> [Task instructions] Extract from the listing each line in which the word "nodes" appears.

> [Data provided]

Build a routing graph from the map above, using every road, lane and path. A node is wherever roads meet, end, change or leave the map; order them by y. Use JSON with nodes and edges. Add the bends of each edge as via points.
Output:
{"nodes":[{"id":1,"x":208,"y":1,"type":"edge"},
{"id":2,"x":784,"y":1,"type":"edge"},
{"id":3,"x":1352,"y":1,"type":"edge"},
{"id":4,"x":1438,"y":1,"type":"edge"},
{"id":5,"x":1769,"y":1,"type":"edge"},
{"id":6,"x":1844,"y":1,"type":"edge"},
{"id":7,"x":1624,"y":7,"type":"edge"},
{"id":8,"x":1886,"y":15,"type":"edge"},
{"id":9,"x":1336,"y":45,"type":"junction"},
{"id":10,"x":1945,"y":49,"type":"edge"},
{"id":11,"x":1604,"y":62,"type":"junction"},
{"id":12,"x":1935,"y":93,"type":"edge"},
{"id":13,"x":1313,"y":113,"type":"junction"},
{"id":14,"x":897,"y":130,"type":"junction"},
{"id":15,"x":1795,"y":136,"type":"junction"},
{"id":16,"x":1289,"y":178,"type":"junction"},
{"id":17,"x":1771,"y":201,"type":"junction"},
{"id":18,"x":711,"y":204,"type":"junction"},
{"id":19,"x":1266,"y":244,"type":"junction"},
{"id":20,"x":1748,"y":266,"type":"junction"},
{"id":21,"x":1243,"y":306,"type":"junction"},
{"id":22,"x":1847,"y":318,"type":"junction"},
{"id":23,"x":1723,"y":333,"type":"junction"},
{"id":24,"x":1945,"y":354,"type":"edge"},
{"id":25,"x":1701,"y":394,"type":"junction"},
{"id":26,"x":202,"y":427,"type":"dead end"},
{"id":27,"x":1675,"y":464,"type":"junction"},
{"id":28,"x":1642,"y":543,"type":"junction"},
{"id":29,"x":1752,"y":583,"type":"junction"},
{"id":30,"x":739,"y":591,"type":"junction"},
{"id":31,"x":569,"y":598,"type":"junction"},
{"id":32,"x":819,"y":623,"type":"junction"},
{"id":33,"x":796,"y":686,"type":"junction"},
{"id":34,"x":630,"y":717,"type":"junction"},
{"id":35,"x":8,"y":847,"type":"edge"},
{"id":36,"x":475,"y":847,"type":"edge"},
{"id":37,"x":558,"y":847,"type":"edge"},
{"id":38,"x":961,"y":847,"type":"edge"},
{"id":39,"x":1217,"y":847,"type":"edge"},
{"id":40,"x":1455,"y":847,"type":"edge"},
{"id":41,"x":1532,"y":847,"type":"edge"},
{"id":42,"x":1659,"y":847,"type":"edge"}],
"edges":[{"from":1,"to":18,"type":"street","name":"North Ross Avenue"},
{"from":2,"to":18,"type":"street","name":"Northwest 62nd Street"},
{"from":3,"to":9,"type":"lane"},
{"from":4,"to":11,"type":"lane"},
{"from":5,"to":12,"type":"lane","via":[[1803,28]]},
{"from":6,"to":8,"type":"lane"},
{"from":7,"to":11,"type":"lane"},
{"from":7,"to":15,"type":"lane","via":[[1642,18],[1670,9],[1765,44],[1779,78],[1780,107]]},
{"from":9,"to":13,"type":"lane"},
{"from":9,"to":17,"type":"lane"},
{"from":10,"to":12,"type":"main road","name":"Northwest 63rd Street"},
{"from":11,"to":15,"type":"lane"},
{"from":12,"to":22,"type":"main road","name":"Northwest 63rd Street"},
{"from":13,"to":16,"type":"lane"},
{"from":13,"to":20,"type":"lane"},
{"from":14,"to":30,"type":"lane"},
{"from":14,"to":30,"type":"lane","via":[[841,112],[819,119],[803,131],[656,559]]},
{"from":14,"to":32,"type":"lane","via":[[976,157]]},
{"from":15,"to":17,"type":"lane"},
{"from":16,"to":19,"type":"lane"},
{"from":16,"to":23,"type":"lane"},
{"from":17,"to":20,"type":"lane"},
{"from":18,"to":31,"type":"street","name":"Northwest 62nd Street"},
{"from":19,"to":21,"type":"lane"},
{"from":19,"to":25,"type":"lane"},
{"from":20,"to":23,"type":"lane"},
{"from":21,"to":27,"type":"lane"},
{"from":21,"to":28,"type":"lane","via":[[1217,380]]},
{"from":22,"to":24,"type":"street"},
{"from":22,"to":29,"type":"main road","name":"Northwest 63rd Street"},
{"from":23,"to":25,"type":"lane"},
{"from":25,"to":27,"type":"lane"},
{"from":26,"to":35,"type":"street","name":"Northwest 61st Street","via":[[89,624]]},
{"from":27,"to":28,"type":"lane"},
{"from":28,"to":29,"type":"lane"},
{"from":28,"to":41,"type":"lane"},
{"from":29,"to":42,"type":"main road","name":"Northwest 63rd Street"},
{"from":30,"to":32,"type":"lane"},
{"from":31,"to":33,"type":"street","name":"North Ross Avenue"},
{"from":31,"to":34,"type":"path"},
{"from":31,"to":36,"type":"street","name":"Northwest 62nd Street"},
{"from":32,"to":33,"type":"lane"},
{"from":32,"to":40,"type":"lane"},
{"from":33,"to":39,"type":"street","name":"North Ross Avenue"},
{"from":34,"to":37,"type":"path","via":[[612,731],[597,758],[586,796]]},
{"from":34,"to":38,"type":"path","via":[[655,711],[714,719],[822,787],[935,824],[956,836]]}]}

> [Task result]
Build a routing graph from the map above, using every road, lane and path. A node is wherever roads meet, end, change or leave the map; order them by y. Use JSON with nodes and edges. Add the bends of each edge as via points.
{"nodes":[{"id":1,"x":208,"y":1,"type":"edge"},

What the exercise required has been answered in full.